## Exercise details
Look for "where" in each line of the records, and copy the lines that have it.

## Supplied records
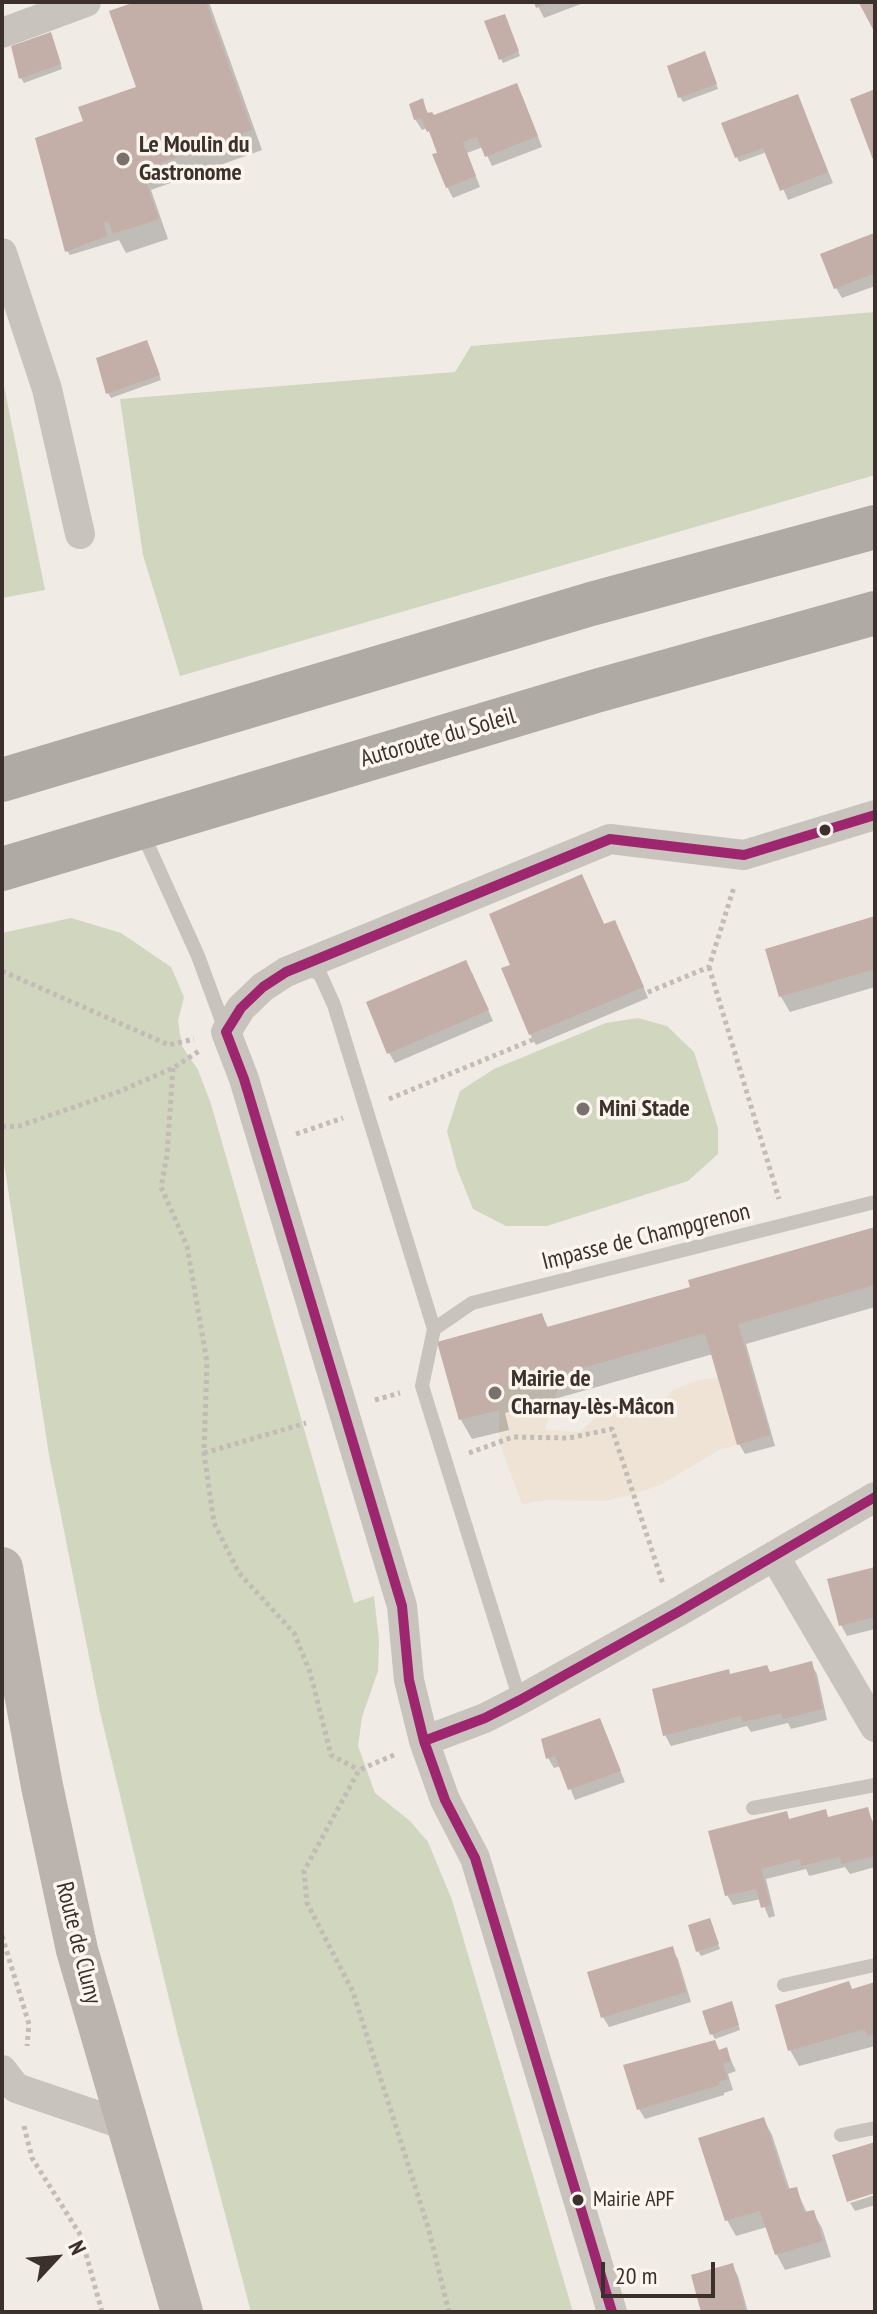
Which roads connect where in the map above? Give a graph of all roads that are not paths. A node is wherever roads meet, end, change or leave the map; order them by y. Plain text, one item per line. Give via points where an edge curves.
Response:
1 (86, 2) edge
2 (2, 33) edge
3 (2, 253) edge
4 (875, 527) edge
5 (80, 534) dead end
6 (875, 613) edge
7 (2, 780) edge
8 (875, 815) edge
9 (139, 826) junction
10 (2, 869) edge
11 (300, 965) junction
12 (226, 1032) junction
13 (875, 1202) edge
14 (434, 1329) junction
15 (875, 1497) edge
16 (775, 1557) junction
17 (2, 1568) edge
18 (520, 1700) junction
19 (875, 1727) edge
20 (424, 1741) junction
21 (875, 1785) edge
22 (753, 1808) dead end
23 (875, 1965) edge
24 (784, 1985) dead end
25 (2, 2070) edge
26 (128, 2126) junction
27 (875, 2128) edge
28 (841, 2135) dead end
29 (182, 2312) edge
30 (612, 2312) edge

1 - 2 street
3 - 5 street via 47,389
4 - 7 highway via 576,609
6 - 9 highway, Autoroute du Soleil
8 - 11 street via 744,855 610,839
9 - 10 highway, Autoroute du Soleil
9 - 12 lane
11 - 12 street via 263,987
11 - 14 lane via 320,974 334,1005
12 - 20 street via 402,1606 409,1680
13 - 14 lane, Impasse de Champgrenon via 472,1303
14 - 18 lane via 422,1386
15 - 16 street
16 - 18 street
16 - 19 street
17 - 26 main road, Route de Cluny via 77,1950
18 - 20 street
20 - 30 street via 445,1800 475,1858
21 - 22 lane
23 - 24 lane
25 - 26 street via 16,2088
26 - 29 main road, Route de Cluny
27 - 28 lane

--

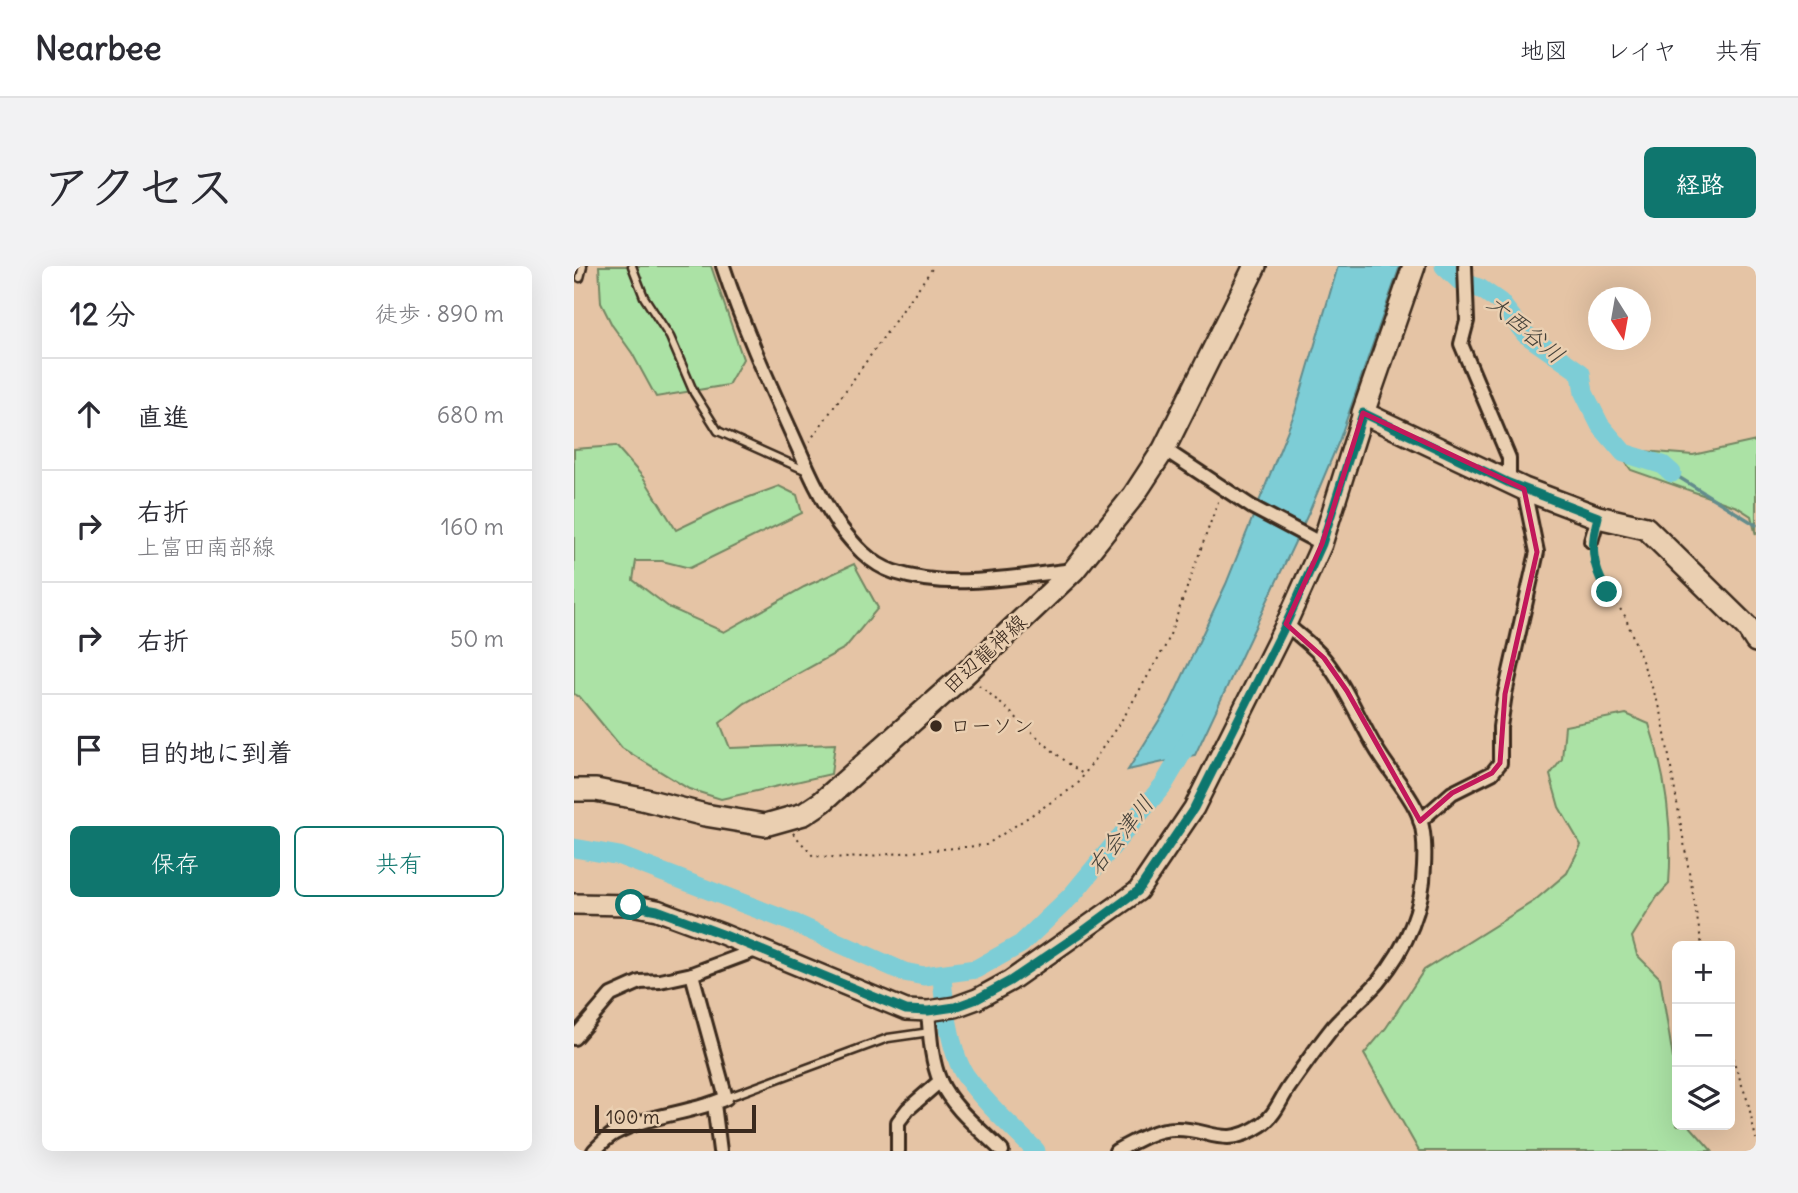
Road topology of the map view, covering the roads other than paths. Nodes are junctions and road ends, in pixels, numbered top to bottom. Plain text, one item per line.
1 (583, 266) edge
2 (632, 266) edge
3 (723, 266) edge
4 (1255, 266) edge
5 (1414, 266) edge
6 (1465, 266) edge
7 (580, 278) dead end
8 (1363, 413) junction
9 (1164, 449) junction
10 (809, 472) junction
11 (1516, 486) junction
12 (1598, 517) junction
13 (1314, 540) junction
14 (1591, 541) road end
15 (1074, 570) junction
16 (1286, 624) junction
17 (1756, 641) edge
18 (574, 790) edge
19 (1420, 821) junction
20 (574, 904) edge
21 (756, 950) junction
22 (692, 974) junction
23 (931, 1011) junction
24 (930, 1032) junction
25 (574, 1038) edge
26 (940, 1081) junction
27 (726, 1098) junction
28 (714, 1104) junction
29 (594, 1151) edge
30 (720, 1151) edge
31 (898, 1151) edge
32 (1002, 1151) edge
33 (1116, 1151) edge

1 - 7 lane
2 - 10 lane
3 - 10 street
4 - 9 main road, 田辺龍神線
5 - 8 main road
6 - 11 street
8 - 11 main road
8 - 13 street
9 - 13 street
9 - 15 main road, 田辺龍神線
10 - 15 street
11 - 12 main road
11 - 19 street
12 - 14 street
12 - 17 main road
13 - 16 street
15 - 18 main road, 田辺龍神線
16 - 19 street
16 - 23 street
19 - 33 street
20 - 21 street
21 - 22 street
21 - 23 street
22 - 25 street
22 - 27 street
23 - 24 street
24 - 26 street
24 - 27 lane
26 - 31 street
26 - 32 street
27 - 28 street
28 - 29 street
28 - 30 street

---

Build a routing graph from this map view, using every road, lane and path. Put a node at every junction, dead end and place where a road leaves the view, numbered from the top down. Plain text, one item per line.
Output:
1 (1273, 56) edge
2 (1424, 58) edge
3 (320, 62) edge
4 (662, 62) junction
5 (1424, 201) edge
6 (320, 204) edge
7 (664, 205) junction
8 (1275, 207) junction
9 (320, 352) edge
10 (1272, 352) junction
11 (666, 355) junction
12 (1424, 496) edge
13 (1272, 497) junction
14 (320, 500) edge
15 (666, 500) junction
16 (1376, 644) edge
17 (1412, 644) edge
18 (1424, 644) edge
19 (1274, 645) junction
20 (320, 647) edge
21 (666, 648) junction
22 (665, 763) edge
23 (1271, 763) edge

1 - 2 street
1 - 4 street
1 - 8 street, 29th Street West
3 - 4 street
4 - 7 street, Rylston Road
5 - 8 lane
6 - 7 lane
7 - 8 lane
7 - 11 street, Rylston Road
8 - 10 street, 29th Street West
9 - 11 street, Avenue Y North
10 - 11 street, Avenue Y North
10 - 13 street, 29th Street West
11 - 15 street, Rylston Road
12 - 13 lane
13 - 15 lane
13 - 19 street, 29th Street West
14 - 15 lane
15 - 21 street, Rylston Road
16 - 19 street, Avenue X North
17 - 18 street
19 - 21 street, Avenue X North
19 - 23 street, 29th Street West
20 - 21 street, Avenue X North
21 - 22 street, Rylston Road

## Result
Which roads connect where in the map above? Give a graph of all roads that are not paths. A node is wherever roads meet, end, change or leave the map; order them by y. Plain text, one item per line. Give via points where an edge curves.
Build a routing graph from this map view, using every road, lane and path. Put a node at every junction, dead end and place where a road leaves the view, numbered from the top down. Plain text, one item per line.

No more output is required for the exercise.